To configure Xpand to be zone-aware, you can configure the zone for each node using the ALTER CLUSTER .. ZONE statement.

When Xpand is configured to use zones, Xpand's default zone-aware configuration can tolerate a single zone failure without experiencing any data loss. However, Xpand can be configured to tolerate more failures by setting MAX_FAILURES.

For additional information, see "Zones with MariaDB Xpand".

Using Replication

Setting up disaster recovery site for your Xpand cluster will allow you to recover from catastrophic failures. Setting up a secondary Xpand cluster for DR will also allow for easier transition to new releases. For information regarding the various replication configurations supported by Xpand, please see "Configure Replication with MariaDB Xpand".


MariaDB Xpand's fault tolerance is configurable. By default, MariaDB Xpand is configured to tolerate a single node failure or a single zone failure. If the default configuration does not provide sufficient fault tolerance for your needs, Xpand can be configured to provide even more fault tolerance.

To configure Xpand to provide a higher level of fault tolerance, you can configure the maximum number of node or zone failures using the ALTER CLUSTER SET MAX_FAILURES statement.

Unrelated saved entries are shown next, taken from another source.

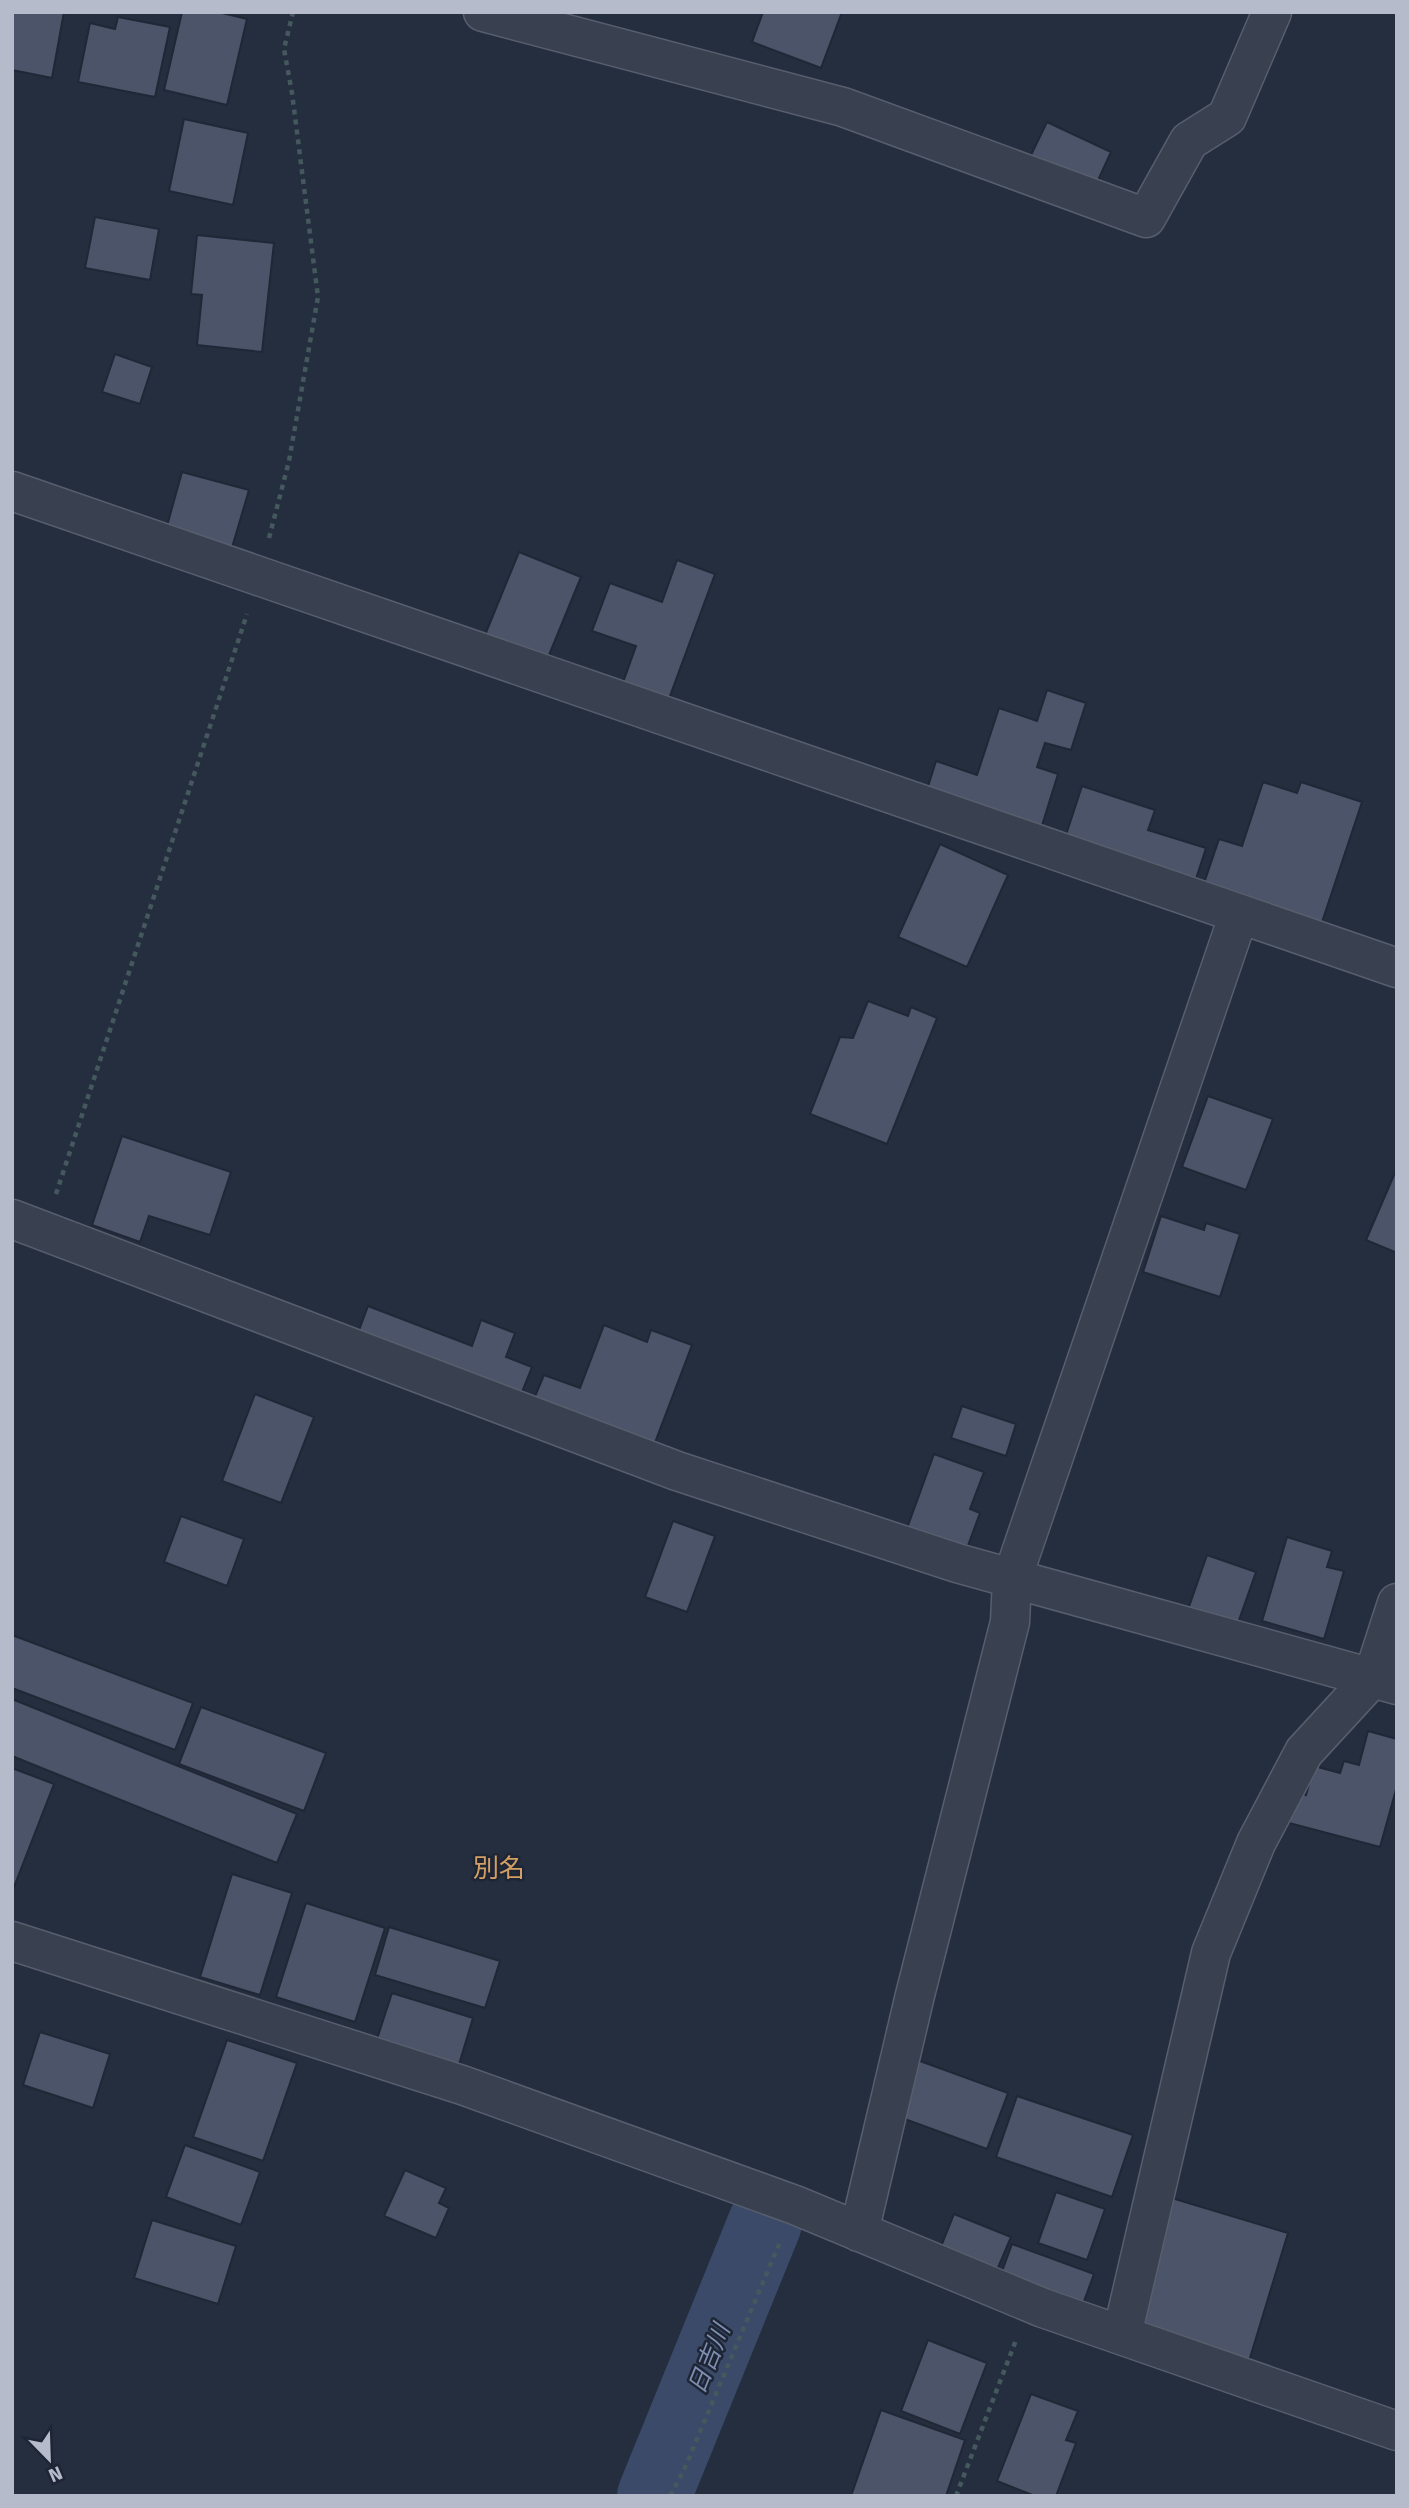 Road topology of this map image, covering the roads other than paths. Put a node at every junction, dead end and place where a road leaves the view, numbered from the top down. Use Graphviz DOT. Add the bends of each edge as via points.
graph roads {
  1 [pos="483,12"];
  2 [pos="1272,12"];
  3 [pos="12,491"];
  4 [pos="1239,914"];
  5 [pos="1397,968"];
  6 [pos="28,1225"];
  7 [pos="1012,1579"];
  8 [pos="1397,1603"];
  9 [pos="1385,1681"];
  10 [pos="12,1941"];
  11 [pos="859,2232"];
  12 [pos="1122,2335"];
  13 [pos="1397,2431"];
  1 -- 2 [label="street" via="843,107 1146,218 1189,141 1227,117"];
  3 -- 4 [label="street"];
  4 -- 5 [label="street"];
  4 -- 7 [label="street"];
  6 -- 7 [label="street" via="677,1471"];
  7 -- 9 [label="street"];
  7 -- 11 [label="street" via="1010,1622"];
  8 -- 9 [label="street"];
  9 -- 12 [label="street" via="1304,1752 1256,1843 1210,1953"];
  10 -- 11 [label="street" via="462,2085"];
  11 -- 12 [label="street"];
  12 -- 13 [label="street"];
}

When the maximum number of failures is increased, Xpand maintains additional replicas for each slice, ensuring that Xpand can handle a greater simultaneous loss of nodes or zones without experiencing data loss.

When Xpand is configured to maintain additional physical replicas, Xpand's overhead increases for updates to logical slices, because each additional replica is updated synchronously when the slice is updated. Each additional replica requires the transaction to perform:

  • Additional network communication to transfer the updated data to the node hosting the replica

  • Additional disk writes to update the replica on disk

In some cases, the additional overhead can decrease throughput and increase commit latency, which can have negative effects for the application. If you choose to configure Xpand to maintain additional replicas, it is recommended to perform performance testing.

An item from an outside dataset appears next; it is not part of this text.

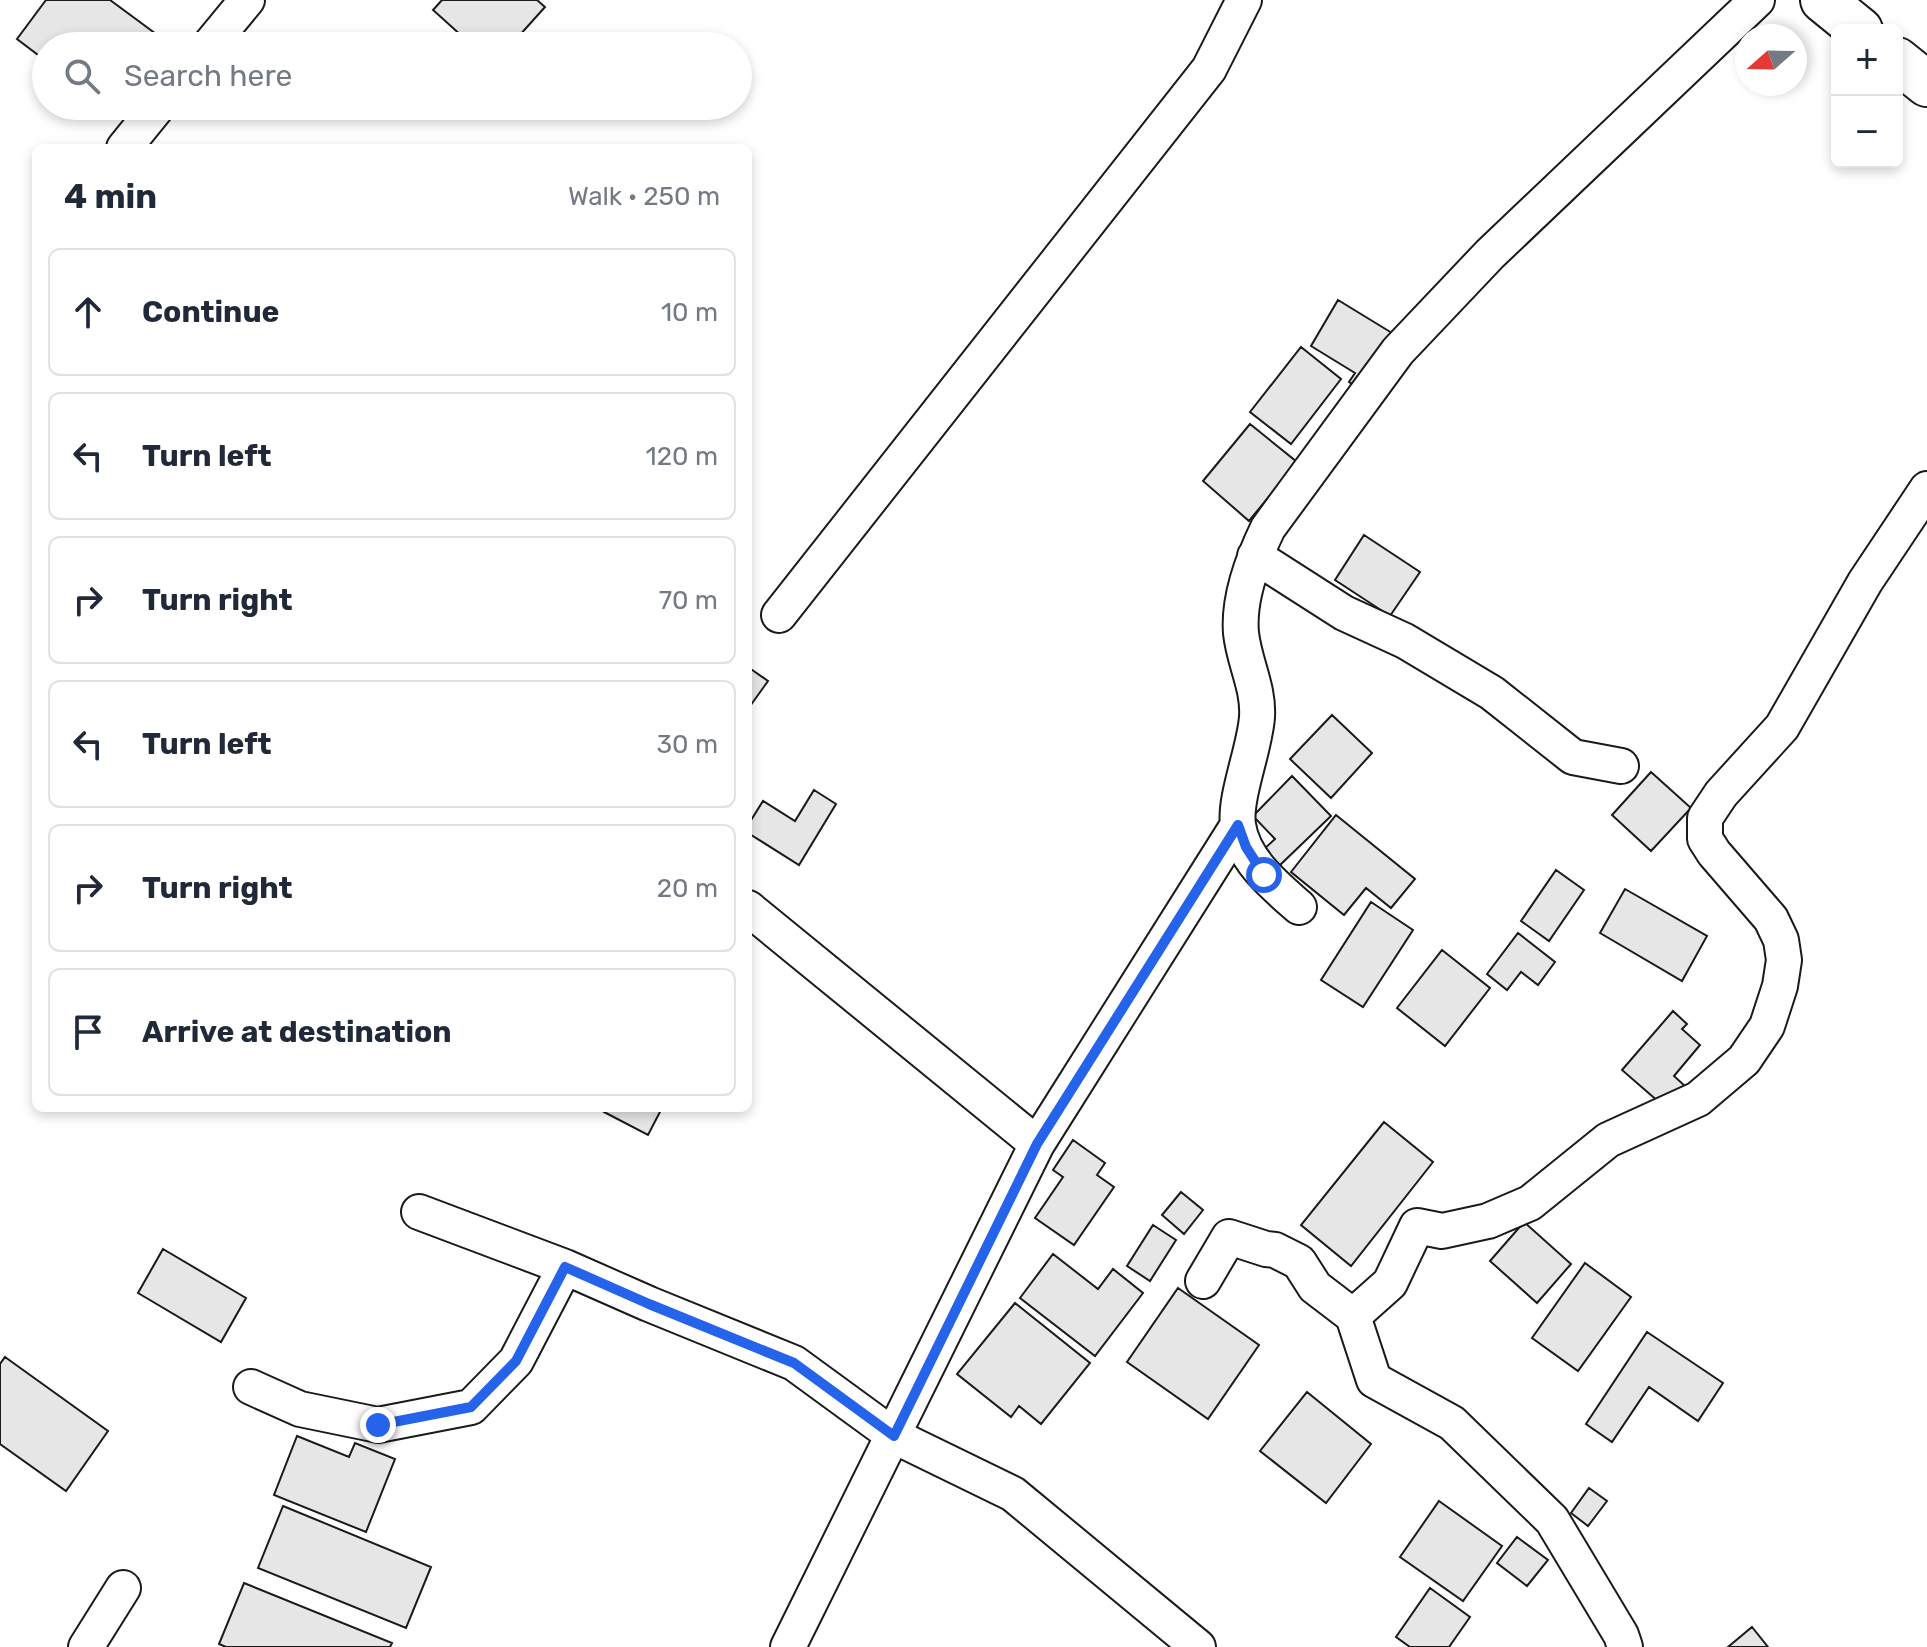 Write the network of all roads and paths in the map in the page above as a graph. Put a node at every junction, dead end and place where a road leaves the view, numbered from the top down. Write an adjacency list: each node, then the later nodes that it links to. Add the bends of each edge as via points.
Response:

For additional information, see "MAX_FAILURES for MariaDB Xpand".

Effects of a Node or Zone Failure

When Xpand experiences a node or zone failure:

  1. A node or zone can no longer communicate with other nodes, so it fails a heartbeat check.

    Xpand with Failed Node
  2. A short group change occurs, during which Xpand updates membership. Once this is complete, Xpand resumes processing transactions.

  3. The Rebalancer starts a timer that counts down from the global rebalancer_reprotect_queue_interval_s value (default = 10 minutes).

  4. The Rebalancer establishes a Recovery Queue of pending changes for the node's or the zone's data and tracks all pending changes for that node or zone in that queue. The reprotect queue is necessary only if the failure is temporary.

  5. The next steps depend on whether the failed node or zone returns before the timer exceeds the rebalancer_reprotect_queue_interval_s value.

    If the failed node or zone returns within the interval:

    1. The Rebalancer applies the transactions in the reprotect queue to the returned node or zone.

    2. Operations resume normally.

    If the failed node or zone does not return within the interval:

    1. The Rebalancer discards the queued transactions.

    2. The Rebalancer reprotects slices from the failed node or zone by creating new replicas to replace the ones that were lost. If the failed node(s) contained any ranking replicas, Xpand assigns that role to another replica.

      Xpand Rebalancer
    3. When the reprotect process completes, Xpand sends a message indicating that full protection has been restored using Email Alerts. Xpand also writes an entry to query.log.

    4. The failed/unavailable node(s) can be safely removed with ALTER CLUSTER DROP.

Group Change Effects on Transactions

If a transaction is interrupted by a group change or encounters a non-fatal error, Xpand automatically retries the transaction in some cases.

Transactions will only be retried if the global value of the autoretry system variable is set to TRUE.

The following types of transactions can be retried:

  • A single statement transaction executed with autocommit = 1

  • The first statement in an explicit transaction

If Xpand retries a transaction and the transaction fails, Xpand returns an error to the application.

The following types of transactions cannot be retried:

  • Subsequent statements in an explicit transaction

  • Stored procedures

  • Stored functions

If Xpand can't retry the transaction and your application is connecting to MaxScale's Read/Write Split (readwritesplit) router, you can configure MaxScale automatically retry some transactions by configuring the delayed_retry and transaction_replay parameters.

Group Change Effects on Connections

When a group change occurs, connections can be affected:

  • If a connection was opened to a node still in quorum, the connection will remain open after the new group is formed with the available nodes.

  • If a connection was opened to a node that is no longer in quorum, the connection will be lost.

When the connection is lost, users have a couple ways to automatically re-establish a connection to a valid node:

  • If your application is connecting to MaxScale's Read/Write Split (readwritesplit) router, you can configure MaxScale to automatically reconnect by configuring the master_reconnection parameter.

  • If your application is using a MariaDB Connector that supports automatically reconnecting, you can enable that feature in the connector.

    • If you are using MariaDB Connector/C, the MYSQL_OPT_RECONNECT option can be set with the mysql_optionsv() function:

      /* enable auto-reconnect */
      mysql_optionsv(mysql, MYSQL_OPT_RECONNECT, (void *)"1");
    • If you are using MariaDB Connector/J, the autoReconnect parameter can be set for the connection:

      Connection connection = DriverManager.getConnection("jdbc:mariadb://");
    • If you are using MariaDB Connector/Python, the auto_reconnect parameter can be set for the connection:

      conn = mariadb.connect(